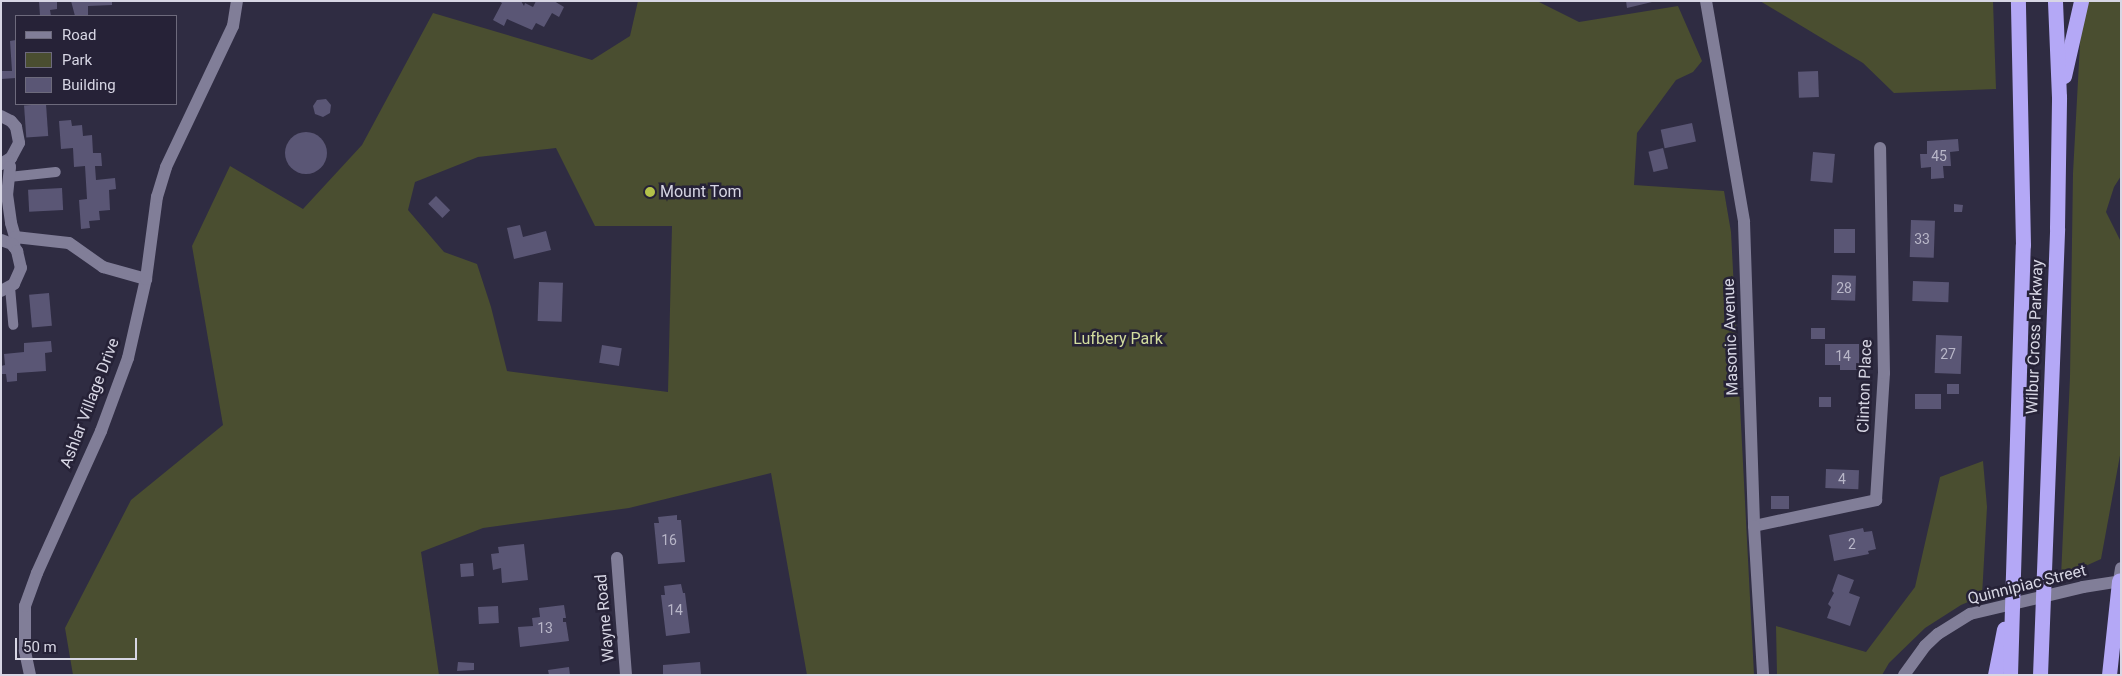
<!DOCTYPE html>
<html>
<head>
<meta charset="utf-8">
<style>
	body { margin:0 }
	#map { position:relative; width:2122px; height:676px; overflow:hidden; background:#2f2c42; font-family:Roboto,sans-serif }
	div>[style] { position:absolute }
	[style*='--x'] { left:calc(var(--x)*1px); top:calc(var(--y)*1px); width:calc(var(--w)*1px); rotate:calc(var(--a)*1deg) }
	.green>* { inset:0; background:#4a4e30 }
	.building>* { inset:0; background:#5a5675; transform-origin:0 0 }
	.round { border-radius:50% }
	.lane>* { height:10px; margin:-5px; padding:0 5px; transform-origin:5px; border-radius:5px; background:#817e98 }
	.street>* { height:12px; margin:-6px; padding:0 6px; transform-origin:6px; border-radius:6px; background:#817e98 }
	.secondary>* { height:12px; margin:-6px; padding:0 6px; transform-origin:6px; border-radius:6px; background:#817e98 }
	.highway>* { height:15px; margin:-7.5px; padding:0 7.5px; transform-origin:7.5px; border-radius:7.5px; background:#b4a8f6 }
	.dots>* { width:14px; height:14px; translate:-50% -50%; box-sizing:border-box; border:2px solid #262237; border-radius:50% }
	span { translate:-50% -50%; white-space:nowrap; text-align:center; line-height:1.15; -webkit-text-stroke:5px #262237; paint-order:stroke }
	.number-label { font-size:14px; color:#b8b6c8 }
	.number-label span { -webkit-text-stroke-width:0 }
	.poi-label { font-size:16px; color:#d7d6e4 }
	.left { translate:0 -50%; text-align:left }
	.street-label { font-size:16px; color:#d7d6e4 }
	.park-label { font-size:16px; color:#d2dc9e }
	.frame { position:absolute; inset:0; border:2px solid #d7d6e4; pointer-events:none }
	.legend { position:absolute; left:15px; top:15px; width:162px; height:90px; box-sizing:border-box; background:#262237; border:1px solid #6d6a7c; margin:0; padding:6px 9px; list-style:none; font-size:15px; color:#d7d6e4 }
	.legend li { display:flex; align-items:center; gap:10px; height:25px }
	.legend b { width:25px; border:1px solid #6d6a7c }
	.scale { position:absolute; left:15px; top:638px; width:122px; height:22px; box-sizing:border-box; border:2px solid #d7d6e4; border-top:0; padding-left:6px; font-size:15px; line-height:18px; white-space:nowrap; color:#d7d6e4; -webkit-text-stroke:4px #262237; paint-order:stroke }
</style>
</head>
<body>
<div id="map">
	<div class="green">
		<div style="clip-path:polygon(evenodd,638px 1px,1537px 1px,1579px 22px,1678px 6px,1702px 61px,1693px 72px,1676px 80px,1637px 133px,1634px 185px,1724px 191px,1731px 232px,1754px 675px,807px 675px,771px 473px,629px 508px,483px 528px,421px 552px,439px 675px,73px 675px,65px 628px,131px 500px,223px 425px,192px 246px,230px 166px,303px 209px,362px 145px,433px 13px,592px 60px,630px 36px,638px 1px,556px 148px,595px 226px,672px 226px,668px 392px,507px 371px,491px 307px,477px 264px,444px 252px,408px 210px,415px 182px,478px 157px,556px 148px)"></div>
		<div style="clip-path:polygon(1760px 1px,1993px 1px,1996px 89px,1894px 93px,1863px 63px)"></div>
		<div style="clip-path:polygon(2087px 1px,2121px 1px,2121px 176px,2114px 187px,2106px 212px,2121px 242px,2121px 450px,2101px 559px,2061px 577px,2070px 377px,2073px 173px,2081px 25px)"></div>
		<div style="clip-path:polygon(1983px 461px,1987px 507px,1982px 596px,1961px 605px,1925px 628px,1889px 663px,1882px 675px,1777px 675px,1776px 626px,1866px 652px,1915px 587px,1940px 477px)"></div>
	</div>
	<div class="building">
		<div style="clip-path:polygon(39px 1px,57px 1px,57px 9px,50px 10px,51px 16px,40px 16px)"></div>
		<div style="clip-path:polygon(71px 1px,112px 1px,112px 5px,88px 6px,88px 16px,75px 16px)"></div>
		<div style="clip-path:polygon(499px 1px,521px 1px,524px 6px,525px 3px,533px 7px,536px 1px,554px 1px,564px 7px,559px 17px,552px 13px,544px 27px,536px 23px,532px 30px,507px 19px,504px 26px,493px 20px,502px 3px)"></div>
		<div style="clip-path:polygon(1626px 1px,1652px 1px,1652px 2px,1627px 8px)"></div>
		<div style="clip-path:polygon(16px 40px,16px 78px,1px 79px,1px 71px,12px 71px,10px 41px)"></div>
		<div style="left:1818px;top:71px;width:26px;height:20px;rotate:88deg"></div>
		<div style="clip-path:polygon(326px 99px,331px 105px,330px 113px,323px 117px,315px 114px,313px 106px,317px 100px)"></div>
		<div style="left:46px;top:104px;width:32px;height:22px;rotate:86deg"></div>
		<div style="clip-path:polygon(71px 120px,72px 126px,82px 125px,83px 136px,92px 135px,93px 153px,101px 153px,102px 166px,95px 166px,96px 180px,115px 178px,116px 189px,109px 190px,110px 210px,99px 211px,100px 220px,89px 221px,90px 228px,81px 229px,79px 200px,87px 199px,85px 166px,74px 167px,73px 148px,61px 149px,59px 121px)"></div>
		<div style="left:1692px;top:123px;width:19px;height:32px;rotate:78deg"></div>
		<div class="round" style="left:285px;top:132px;width:42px;height:42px"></div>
		<div style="clip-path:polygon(1958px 139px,1959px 151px,1950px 152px,1951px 166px,1943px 166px,1944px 178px,1931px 179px,1931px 167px,1921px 168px,1920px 154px,1927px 154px,1927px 141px)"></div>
		<div style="left:1663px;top:148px;width:21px;height:15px;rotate:76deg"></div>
		<div style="left:1813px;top:152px;width:22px;height:29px;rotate:5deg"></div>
		<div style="left:62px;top:188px;width:22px;height:34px;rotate:87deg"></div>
		<div style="left:436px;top:196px;width:20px;height:11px;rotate:45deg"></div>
		<div style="clip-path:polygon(1954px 204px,1963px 205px,1962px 212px,1954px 212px)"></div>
		<div style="left:1911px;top:220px;width:24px;height:37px;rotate:2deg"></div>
		<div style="clip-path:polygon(520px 225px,523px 237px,546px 231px,551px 250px,514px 259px,507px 228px)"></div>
		<div style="left:1834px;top:229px;width:21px;height:24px"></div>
		<div style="left:1832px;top:275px;width:24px;height:25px;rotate:2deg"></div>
		<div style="left:1913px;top:281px;width:36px;height:20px;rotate:2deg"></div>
		<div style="left:539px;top:282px;width:24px;height:39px;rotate:2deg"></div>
		<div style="left:49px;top:293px;width:33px;height:20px;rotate:85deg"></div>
		<div style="left:1811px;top:328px;width:14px;height:11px"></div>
		<div style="left:1936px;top:335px;width:26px;height:38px;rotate:2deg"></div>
		<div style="clip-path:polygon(51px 341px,52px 352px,45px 353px,46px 371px,17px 373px,17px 381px,7px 382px,6px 374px,1px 374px,1px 366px,5px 365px,4px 354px,24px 352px,24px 343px)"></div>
		<div style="clip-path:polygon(1825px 344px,1859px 344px,1859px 370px,1840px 370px,1840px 365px,1825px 365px)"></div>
		<div style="left:602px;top:345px;width:20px;height:18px;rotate:9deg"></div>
		<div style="left:1947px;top:384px;width:12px;height:10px"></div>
		<div style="left:1915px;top:394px;width:26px;height:15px"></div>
		<div style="left:1819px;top:397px;width:12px;height:10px"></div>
		<div style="left:1826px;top:469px;width:33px;height:19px;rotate:2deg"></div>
		<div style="left:1789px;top:496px;width:13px;height:18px;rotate:90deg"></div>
		<div style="clip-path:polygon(677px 515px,677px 520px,681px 520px,685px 562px,658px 564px,654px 523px,659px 523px,658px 517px)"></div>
		<div style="clip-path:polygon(1863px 528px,1864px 532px,1872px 531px,1876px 549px,1868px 551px,1869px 554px,1834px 561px,1829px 535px)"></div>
		<div style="clip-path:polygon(524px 544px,528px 580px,502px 583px,501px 568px,493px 570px,491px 554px,499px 553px,498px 547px)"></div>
		<div style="left:473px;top:563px;width:13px;height:13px;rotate:86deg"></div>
		<div style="clip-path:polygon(1838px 574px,1854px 580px,1849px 593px,1860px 597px,1850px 626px,1827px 618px,1831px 607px,1828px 604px,1834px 593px,1832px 591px)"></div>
		<div style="clip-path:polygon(681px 584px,683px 593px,685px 593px,690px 633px,666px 636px,661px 595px,665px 595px,664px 586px)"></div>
		<div style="clip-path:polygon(564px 605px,566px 618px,563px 618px,563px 622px,566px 622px,569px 641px,520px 647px,518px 627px,533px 626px,532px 618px,540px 617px,539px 608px)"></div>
		<div style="left:498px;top:606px;width:17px;height:20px;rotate:87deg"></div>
		<div style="clip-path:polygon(458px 662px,474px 663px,474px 670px,457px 671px)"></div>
		<div style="clip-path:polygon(700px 662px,701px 675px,663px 675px,663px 665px)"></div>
		<div style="clip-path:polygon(569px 667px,570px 675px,549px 675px,548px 670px)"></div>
	</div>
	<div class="lane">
		<div style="--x:9;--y:177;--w:47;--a:-6.1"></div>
		<div style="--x:10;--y:287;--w:38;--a:85"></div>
	</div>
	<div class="street">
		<div style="--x:1;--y:116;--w:11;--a:27"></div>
		<div style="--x:11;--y:121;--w:8;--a:50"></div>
		<div style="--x:16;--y:127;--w:16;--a:79"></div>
		<div style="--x:19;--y:143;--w:17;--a:118"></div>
		<div style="--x:11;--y:158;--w:12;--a:149"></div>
		<div style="--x:8;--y:160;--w:7;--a:74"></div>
		<div style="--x:10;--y:167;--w:27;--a:96"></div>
		<div style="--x:7;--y:194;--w:29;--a:82"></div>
		<div style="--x:11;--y:223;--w:15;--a:74"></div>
		<div style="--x:15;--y:237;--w:10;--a:96"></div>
		<div style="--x:15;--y:237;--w:54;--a:6.3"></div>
		<div style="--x:69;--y:243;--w:42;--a:35.2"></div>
		<div style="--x:103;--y:267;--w:45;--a:15.6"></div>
		<div style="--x:1;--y:240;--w:12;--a:20"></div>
		<div style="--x:12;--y:244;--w:9;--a:54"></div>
		<div style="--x:17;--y:251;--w:17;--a:77"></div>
		<div style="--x:21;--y:268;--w:17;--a:114"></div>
		<div style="--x:14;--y:284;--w:15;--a:152"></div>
		<div style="--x:1754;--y:526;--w:125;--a:-12"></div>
		<div style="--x:1876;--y:500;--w:127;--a:-86.4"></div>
		<div style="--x:1884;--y:373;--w:225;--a:-91"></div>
		<div style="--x:617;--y:558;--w:117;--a:85.6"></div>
		<div style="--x:30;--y:675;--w:25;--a:-102"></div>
		<div style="--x:25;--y:651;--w:45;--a:-90"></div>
		<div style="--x:25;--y:606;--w:35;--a:-70"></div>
		<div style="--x:37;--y:573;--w:156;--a:-65.7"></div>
		<div style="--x:101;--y:431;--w:78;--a:-69.7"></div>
		<div style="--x:128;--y:358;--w:81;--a:-77.2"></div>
		<div style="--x:146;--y:279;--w:83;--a:-82.4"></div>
		<div style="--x:157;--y:197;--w:31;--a:-73"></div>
		<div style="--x:166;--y:167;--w:156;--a:-64.6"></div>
		<div style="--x:233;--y:26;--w:25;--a:-81"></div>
	</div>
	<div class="secondary">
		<div style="--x:1706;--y:1;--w:224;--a:80.2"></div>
		<div style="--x:1744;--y:222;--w:304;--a:88.1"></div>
		<div style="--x:1754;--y:526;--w:149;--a:86.5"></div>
		<div style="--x:2119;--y:581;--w:13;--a:-81"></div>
		<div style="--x:1904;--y:675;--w:36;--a:-54"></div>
		<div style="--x:1925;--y:646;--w:18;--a:-43"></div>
		<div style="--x:1938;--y:634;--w:38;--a:-32"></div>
		<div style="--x:1970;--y:614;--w:116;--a:-13.4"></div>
		<div style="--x:2083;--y:587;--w:38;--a:-9"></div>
	</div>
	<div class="highway">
		<div style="--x:2064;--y:76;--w:77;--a:-77.2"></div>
		<div style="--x:1995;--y:675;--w:47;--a:-78.9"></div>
		<div style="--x:2010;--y:675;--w:430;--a:-88.3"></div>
		<div style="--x:2023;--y:245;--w:244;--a:-91.2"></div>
		<div style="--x:2040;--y:675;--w:447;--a:-87.8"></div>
		<div style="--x:2057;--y:228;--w:131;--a:-89.1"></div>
		<div style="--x:2059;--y:97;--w:96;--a:-92.4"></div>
		<div style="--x:2109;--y:675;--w:95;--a:-83.9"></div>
	</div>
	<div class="dots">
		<div style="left:650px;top:192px;background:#b4c24a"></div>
	</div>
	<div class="number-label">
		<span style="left:1939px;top:156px">45</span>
		<span style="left:1922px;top:239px">33</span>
		<span style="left:1844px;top:288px">28</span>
		<span style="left:1948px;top:354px">27</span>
		<span style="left:1843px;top:356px">14</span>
		<span style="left:1842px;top:479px">4</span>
		<span style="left:669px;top:540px">16</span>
		<span style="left:1852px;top:544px">2</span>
		<span style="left:675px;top:610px">14</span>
		<span style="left:545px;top:628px">13</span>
	</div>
	<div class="poi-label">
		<span class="left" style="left:660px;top:192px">Mount Tom</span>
	</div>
	<div class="street-label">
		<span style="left:1731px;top:337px;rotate:-92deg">Masonic Avenue</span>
		<span style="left:2035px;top:337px;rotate:-88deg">Wilbur Cross Parkway</span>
		<span style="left:1865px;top:386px;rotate:-88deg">Clinton Place</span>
		<span style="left:90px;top:403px;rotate:-69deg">Ashlar Village Drive</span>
		<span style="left:2027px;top:585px;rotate:-14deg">Quinnipiac Street</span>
		<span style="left:605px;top:618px;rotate:-95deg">Wayne Road</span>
	</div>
	<div class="park-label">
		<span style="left:1118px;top:339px">Lufbery Park</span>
	</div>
	<div class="frame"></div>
	<ul class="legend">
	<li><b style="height:6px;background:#817e98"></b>Road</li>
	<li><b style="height:14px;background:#4a4e30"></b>Park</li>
	<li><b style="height:14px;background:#5a5675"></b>Building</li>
	</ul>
	<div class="scale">50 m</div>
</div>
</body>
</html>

....

→ **WORK TO BE COMPLETED**: Sift through the material above and copy the lines that contain the word "center".

→ **ANSWER SECTION**:
	span { translate:-50% -50%; white-space:nowrap; text-align:center; line-height:1.15; -webkit-text-stroke:5px #262237; paint-order:stroke }
	.legend li { display:flex; align-items:center; gap:10px; height:25px }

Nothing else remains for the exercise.